Dr. Quinn:  Bond Girl.  It’s true.  And it’s also true that when I was a kid Roger Moore was James Bond for me.  Connery seemed like a hairy-chested old fart.  No doubt it was all of the Bond reruns and Bond-a-thons I was exposed to which seemed to, without fail, feature mostly the “newer” Bond films which starred Moore.

This film marks Moore’s debut and it is quite a good one.  From the opening credits we know we are in for a quality time as the voice of Macca and the deft production of George Martin bring us into the film proper.

Guy Hamilton turns in another fine film here.  True, this film is rife with Blaxploitation clichés, but it transcends the era nonetheless.

I’m not sure why there are crocodiles in a Louisiana bayou, but perhaps my four years in a Cajun band didn’t thoroughly verse me in the ways of south Louisiana.  Bond makes one of his most daring escapes yet in the series when he uses the creatures (there’s at least one gator) as stepping stones in a nimble-footed exit from certain death.

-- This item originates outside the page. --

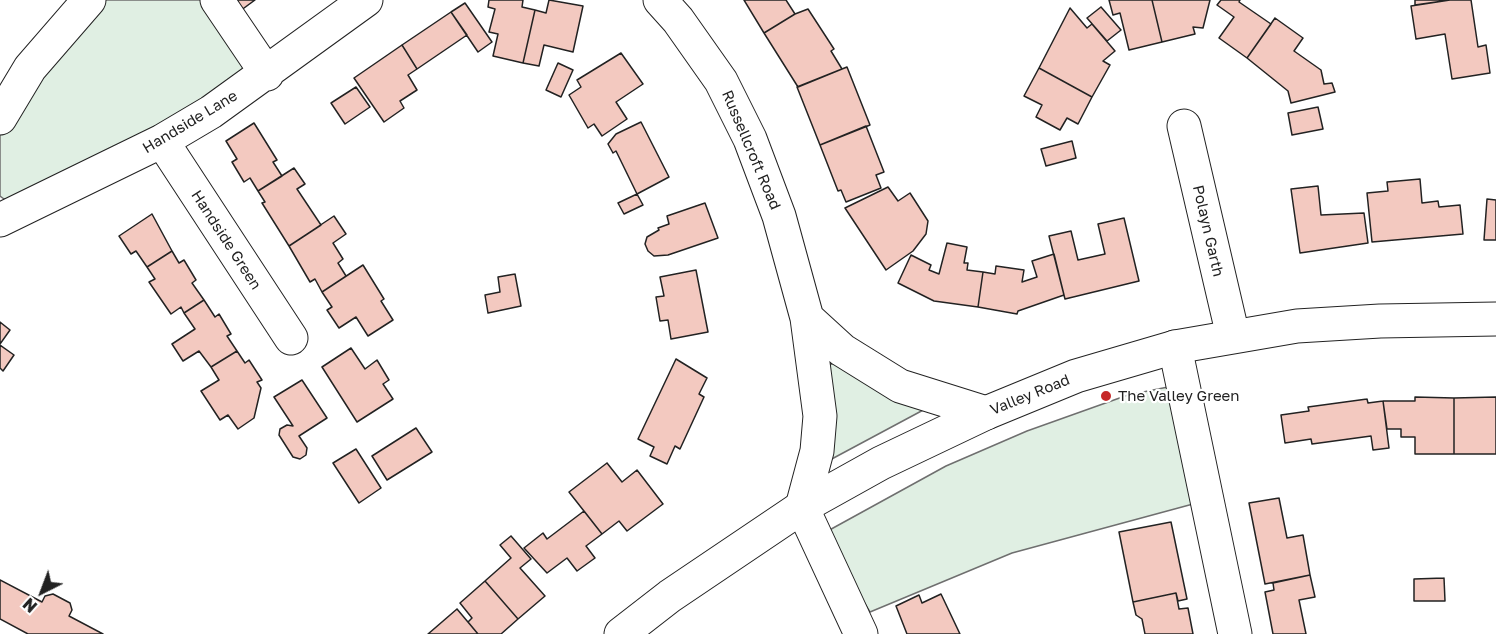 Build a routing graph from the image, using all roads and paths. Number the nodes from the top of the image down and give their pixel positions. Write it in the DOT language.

The series indeed adds a new dimension of local color to its history thanks to priceless performances by such as Clifton James.  Of all the henchmen, Earl Jolly Brown is strangely the most frightening (but character Tee Hee Johnson is a close second).

Perhaps I fell asleep mentally, but the crocodile farm is said to be on the fictional island of San Monique.  I will assume it is my error (though we have seen continuity mistakes in past Bond films).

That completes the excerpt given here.